Voulez-vous que je vous le dise ? la religion chrétienne possède assez de souplesse pour s’arranger fort bien des vérités acquises de la science. Elle ne sera jamais en peine pour se défendre contre la science réelle ou se modifier de manière à répondre à ses légitimes exigences. De même que la science peut bien détruire certaines conceptions que les hommes se sont faites et se font sur la nature et l’histoire de l’individu humain et des sociétés humaines, mais ne saurait supprimer l’individu ni la race, de même elle peut bien amener les hommes religieux à modifier leurs idées sur les rapports historiques de l’homme et de Dieu, elle ne saurait supprimer ni Dieu, ni l’homme ni leurs rapports.
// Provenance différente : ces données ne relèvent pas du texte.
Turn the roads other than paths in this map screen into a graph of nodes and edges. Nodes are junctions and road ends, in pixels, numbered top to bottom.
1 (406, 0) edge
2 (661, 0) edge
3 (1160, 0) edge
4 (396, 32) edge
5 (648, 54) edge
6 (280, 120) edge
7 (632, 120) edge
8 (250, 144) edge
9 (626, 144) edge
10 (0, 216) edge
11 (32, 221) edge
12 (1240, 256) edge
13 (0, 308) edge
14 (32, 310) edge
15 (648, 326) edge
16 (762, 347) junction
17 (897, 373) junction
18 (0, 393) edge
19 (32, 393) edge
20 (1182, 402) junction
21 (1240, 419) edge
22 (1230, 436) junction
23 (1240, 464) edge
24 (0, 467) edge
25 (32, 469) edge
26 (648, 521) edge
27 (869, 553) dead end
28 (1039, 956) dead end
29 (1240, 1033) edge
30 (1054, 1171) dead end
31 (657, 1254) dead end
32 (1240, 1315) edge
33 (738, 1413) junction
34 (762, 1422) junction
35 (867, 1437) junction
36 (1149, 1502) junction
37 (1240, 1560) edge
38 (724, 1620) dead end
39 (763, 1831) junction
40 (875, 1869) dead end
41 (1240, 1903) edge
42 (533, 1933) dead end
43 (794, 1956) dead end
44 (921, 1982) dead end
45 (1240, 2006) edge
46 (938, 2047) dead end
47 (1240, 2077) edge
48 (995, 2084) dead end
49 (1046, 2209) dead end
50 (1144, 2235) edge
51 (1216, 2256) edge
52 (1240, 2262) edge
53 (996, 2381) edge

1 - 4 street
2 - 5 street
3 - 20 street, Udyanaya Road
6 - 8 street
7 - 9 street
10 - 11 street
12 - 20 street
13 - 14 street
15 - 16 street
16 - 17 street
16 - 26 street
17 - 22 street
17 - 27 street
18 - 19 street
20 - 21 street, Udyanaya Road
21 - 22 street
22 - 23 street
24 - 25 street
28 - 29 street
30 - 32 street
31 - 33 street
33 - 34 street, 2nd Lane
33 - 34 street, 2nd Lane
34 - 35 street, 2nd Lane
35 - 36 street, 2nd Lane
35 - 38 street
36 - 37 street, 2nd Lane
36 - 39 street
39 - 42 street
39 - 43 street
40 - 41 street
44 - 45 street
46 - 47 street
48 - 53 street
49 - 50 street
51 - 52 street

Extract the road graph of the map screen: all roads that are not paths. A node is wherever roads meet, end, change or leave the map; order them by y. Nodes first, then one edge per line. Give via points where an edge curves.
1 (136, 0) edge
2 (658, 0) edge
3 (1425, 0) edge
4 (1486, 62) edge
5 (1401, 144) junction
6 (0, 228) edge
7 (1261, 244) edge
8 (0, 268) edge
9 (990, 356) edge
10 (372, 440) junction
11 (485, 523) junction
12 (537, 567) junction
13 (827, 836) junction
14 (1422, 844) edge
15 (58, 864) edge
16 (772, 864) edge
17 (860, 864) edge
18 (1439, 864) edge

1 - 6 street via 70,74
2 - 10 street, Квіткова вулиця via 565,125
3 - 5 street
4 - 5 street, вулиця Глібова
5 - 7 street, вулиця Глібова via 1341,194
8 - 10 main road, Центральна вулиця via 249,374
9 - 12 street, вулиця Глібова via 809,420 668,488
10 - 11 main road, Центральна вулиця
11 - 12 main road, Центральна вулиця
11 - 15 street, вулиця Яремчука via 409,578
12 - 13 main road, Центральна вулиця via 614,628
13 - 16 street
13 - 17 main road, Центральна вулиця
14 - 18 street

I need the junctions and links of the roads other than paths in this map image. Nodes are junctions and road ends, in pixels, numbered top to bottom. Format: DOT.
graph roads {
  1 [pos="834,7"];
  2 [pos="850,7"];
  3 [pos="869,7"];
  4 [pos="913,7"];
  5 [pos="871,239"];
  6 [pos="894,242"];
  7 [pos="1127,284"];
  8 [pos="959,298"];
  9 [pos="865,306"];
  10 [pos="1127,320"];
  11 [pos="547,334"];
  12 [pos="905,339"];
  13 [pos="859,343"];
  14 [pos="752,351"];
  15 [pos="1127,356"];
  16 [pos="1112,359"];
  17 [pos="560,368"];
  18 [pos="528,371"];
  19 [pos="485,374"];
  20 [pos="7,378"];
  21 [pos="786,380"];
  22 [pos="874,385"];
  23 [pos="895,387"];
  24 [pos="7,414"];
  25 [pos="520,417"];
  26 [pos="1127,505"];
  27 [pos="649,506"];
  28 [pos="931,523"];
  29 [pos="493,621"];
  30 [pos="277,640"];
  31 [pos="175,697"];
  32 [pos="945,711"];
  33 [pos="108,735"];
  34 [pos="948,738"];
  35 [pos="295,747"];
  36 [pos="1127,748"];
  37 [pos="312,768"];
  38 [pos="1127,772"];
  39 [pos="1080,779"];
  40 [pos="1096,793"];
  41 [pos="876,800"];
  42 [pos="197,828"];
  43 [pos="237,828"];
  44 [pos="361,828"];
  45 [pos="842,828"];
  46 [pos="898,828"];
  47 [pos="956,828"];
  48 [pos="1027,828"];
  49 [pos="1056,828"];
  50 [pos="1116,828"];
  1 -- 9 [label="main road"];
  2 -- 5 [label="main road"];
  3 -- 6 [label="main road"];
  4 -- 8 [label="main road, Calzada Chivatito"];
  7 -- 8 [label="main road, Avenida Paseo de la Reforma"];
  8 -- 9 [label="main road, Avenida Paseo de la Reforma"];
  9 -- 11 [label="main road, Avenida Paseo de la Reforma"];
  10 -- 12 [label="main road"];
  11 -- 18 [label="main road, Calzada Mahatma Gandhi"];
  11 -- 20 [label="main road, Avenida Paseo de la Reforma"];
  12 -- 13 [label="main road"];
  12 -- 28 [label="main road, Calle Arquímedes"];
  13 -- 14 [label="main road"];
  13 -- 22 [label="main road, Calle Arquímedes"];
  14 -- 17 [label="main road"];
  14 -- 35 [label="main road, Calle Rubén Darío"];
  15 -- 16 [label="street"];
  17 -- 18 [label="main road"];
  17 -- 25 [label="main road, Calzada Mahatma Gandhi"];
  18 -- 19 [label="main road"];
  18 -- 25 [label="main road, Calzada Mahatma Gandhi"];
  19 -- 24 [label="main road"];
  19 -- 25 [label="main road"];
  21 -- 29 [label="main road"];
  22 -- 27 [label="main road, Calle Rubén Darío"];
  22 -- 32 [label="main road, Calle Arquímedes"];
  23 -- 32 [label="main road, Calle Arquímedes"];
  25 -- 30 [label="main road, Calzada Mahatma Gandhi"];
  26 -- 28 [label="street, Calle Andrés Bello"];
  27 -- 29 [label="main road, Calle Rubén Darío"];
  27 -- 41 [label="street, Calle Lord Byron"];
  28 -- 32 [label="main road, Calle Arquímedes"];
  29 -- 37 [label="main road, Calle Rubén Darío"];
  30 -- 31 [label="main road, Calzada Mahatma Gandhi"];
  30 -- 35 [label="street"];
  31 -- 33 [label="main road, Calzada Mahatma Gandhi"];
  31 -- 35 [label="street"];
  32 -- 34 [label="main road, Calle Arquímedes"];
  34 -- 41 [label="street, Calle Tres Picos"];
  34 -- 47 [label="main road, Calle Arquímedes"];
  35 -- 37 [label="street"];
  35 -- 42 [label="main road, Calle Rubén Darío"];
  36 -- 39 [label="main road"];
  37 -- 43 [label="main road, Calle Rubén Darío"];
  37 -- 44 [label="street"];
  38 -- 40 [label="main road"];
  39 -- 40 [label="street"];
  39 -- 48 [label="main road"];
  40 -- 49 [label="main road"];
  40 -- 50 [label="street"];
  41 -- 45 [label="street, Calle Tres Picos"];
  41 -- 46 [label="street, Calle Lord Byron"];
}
Il est sûr que dans un individu tout affaiblissement intellectuel court le risque d’entraîner la disparition des états affectifs correspondants. Mais ce qui menace le plus gravement et peut-être le plus fréquemment la religion dans une âme, c’est l’affaiblissement, je ne dis pas de la jouissance religieuse, je dis du sentiment affectif profond.